══ DATA PROVIDED

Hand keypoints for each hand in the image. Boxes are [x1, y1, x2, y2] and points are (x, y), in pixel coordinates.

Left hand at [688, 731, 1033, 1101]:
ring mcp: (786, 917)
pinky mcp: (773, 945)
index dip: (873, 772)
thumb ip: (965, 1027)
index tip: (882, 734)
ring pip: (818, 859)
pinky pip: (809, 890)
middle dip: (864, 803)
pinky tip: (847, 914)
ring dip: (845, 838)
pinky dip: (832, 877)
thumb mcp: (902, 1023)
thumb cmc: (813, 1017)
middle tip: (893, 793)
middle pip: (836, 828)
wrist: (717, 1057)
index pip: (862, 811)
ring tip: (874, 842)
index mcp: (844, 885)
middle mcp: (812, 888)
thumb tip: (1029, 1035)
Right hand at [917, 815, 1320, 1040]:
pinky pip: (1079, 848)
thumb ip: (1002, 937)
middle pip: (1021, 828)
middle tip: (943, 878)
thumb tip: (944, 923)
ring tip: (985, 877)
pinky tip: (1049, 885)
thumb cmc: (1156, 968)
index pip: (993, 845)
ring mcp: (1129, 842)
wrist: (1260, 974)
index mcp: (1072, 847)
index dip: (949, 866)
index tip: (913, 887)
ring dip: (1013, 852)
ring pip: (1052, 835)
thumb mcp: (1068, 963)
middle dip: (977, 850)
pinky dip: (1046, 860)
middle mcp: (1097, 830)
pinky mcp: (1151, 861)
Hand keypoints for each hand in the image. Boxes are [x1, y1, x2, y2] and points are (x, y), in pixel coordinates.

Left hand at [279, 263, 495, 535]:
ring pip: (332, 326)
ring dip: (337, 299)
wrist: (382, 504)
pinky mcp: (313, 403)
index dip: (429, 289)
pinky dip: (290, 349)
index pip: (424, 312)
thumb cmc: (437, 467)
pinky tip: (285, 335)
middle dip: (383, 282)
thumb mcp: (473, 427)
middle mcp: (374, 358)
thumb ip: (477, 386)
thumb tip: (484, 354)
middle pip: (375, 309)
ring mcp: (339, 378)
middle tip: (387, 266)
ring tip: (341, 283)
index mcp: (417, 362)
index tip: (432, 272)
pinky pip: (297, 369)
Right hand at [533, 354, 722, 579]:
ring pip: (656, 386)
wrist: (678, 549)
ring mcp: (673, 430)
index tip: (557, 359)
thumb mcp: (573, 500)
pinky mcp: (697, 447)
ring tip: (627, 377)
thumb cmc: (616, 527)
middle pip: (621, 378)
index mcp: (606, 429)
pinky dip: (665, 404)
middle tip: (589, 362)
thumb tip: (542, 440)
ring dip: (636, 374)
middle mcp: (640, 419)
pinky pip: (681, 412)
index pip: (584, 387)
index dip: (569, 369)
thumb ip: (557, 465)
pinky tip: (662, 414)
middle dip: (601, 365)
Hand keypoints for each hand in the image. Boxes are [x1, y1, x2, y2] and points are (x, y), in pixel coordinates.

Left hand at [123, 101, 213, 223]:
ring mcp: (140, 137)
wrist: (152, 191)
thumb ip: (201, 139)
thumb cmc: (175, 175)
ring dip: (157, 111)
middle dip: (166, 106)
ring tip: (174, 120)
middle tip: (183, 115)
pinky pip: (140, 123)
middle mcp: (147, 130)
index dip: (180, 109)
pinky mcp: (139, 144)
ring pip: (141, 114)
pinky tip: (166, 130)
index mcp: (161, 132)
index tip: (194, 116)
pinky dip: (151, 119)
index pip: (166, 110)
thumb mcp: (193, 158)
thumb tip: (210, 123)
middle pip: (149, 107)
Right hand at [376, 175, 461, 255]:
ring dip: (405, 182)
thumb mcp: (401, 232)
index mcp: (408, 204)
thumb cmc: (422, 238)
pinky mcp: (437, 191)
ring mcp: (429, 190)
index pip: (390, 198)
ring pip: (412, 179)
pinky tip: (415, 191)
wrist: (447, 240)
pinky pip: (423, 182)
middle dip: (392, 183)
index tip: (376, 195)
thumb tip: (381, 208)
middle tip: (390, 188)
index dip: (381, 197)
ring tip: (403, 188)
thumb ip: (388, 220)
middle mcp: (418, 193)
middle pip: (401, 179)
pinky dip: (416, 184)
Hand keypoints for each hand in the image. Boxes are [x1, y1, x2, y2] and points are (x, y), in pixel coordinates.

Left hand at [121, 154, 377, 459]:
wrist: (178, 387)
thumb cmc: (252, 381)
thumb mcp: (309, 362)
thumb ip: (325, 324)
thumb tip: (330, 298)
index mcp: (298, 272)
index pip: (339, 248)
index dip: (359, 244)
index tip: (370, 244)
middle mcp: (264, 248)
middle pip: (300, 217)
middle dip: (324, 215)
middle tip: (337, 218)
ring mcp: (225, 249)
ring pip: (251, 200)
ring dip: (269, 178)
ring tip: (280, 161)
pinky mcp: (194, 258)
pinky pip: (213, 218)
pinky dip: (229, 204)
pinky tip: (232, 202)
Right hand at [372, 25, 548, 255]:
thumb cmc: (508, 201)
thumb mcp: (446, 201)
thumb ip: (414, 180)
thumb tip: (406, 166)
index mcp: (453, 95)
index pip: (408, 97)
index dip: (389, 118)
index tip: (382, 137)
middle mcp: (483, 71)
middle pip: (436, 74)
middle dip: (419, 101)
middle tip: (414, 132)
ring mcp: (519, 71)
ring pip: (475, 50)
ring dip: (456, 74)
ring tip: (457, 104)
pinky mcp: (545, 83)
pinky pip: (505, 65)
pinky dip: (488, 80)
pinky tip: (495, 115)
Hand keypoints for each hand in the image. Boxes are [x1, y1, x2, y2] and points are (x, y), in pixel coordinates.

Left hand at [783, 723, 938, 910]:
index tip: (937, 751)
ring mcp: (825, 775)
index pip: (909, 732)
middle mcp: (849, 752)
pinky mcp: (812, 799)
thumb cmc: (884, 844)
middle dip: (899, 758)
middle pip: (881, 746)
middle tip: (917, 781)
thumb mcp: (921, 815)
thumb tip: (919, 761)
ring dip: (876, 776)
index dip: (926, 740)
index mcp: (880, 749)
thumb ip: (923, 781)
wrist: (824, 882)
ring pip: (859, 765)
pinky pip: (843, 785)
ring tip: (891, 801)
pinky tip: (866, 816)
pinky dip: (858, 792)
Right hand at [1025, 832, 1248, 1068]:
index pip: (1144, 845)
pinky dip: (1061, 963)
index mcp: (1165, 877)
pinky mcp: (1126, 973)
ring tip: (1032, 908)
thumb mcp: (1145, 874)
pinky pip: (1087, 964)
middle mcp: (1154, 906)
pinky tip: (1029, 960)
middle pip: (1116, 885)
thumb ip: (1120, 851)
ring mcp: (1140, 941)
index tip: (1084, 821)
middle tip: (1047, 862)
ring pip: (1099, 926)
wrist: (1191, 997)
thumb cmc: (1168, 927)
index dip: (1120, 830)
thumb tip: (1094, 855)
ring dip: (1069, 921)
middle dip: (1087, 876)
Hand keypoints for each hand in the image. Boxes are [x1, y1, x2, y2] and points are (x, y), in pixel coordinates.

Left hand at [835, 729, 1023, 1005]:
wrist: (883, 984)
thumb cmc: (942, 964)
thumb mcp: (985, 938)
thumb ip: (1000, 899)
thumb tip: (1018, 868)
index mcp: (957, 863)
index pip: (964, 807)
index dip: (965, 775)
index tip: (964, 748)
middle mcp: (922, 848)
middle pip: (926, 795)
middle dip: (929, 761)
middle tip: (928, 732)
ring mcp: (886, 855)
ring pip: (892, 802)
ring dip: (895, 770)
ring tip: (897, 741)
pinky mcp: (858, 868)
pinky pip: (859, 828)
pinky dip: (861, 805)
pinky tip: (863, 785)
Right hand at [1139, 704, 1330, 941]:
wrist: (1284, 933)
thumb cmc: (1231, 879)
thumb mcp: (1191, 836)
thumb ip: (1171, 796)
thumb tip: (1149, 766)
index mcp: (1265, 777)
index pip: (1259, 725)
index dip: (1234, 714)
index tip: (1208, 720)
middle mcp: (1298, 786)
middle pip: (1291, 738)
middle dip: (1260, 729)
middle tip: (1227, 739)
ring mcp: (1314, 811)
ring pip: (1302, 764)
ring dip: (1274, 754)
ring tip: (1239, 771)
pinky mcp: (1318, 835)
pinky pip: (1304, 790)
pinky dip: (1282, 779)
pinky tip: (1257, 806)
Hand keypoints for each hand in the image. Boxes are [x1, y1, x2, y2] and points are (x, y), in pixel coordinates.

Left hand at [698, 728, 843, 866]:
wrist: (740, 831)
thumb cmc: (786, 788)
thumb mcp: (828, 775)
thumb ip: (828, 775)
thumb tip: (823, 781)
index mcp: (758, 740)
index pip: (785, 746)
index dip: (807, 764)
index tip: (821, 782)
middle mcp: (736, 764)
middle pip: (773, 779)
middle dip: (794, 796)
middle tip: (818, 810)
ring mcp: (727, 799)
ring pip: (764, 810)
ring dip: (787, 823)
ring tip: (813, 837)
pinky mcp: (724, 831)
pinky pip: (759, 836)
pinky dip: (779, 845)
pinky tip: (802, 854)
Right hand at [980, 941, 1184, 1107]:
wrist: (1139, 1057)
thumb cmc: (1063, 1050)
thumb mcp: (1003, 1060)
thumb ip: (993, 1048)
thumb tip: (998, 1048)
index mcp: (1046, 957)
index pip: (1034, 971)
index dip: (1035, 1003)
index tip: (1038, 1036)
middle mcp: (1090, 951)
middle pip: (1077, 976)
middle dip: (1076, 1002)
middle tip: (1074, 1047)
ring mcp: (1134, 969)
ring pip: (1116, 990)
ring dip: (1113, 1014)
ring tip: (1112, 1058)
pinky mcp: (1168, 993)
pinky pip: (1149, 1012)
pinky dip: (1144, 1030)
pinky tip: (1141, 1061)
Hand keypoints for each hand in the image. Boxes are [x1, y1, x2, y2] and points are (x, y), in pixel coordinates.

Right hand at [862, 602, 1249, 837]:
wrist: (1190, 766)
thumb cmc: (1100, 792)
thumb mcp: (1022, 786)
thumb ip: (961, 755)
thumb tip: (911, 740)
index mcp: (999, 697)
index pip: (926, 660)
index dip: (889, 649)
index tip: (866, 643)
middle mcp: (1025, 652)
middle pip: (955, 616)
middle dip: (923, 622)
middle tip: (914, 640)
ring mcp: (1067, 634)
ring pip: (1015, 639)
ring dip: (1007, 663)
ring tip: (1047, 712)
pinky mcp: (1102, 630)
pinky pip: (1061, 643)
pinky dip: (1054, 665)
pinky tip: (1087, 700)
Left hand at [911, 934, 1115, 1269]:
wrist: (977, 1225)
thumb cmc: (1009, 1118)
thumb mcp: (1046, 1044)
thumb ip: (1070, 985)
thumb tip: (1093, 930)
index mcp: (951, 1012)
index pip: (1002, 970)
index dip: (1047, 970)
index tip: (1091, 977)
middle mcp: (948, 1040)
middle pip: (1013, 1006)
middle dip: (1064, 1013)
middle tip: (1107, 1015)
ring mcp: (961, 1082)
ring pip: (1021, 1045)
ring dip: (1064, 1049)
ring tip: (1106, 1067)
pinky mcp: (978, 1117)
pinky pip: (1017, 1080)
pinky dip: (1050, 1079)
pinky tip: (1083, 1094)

════

• **WHAT NEEDS TO BE DONE**
Please transcribe exactly the lines above from the line that has "ring mcp: (886, 855)" up to and including the line that has "pinky tip: (802, 854)"; no other line belongs in the answer.

• **YOUR SOLUTION**
ring mcp: (886, 855)
ring pip: (892, 802)
ring dip: (895, 770)
ring tip: (897, 741)
pinky mcp: (858, 868)
pinky pip: (859, 828)
pinky dip: (861, 805)
pinky tip: (863, 785)
Right hand at [1139, 704, 1330, 941]:
wrist: (1284, 933)
thumb cmc: (1231, 879)
thumb mcp: (1191, 836)
thumb ip: (1171, 796)
thumb tip: (1149, 766)
index mcp: (1265, 777)
index pip: (1259, 725)
index dip: (1234, 714)
index tip: (1208, 720)
middle mcp: (1298, 786)
middle pip: (1291, 738)
middle dip: (1260, 729)
middle tip: (1227, 739)
ring mcp: (1314, 811)
ring pip: (1302, 764)
ring dip: (1274, 754)
ring tip: (1239, 771)
pinky mcp: (1318, 835)
pinky pip: (1304, 790)
pinky dip: (1282, 779)
pinky tip: (1257, 806)
Hand keypoints for each hand in the image. Boxes are [x1, y1, x2, y2] and points are (x, y), in pixel coordinates.

Left hand at [698, 728, 843, 866]:
wrist: (740, 831)
thumb cmc: (786, 788)
thumb mcp: (828, 775)
thumb ip: (828, 775)
thumb tip: (823, 781)
index mcp: (758, 740)
index pip: (785, 746)
index dip: (807, 764)
index tip: (821, 782)
middle mcp: (736, 764)
middle pip: (773, 779)
middle dip: (794, 796)
middle tip: (818, 810)
ring mcp: (727, 799)
ring pip: (764, 810)
ring dip: (787, 823)
ring tip: (813, 837)
pinky mcp: (724, 831)
pinky pip: (759, 836)
pinky dip: (779, 845)
pinky tip: (802, 854)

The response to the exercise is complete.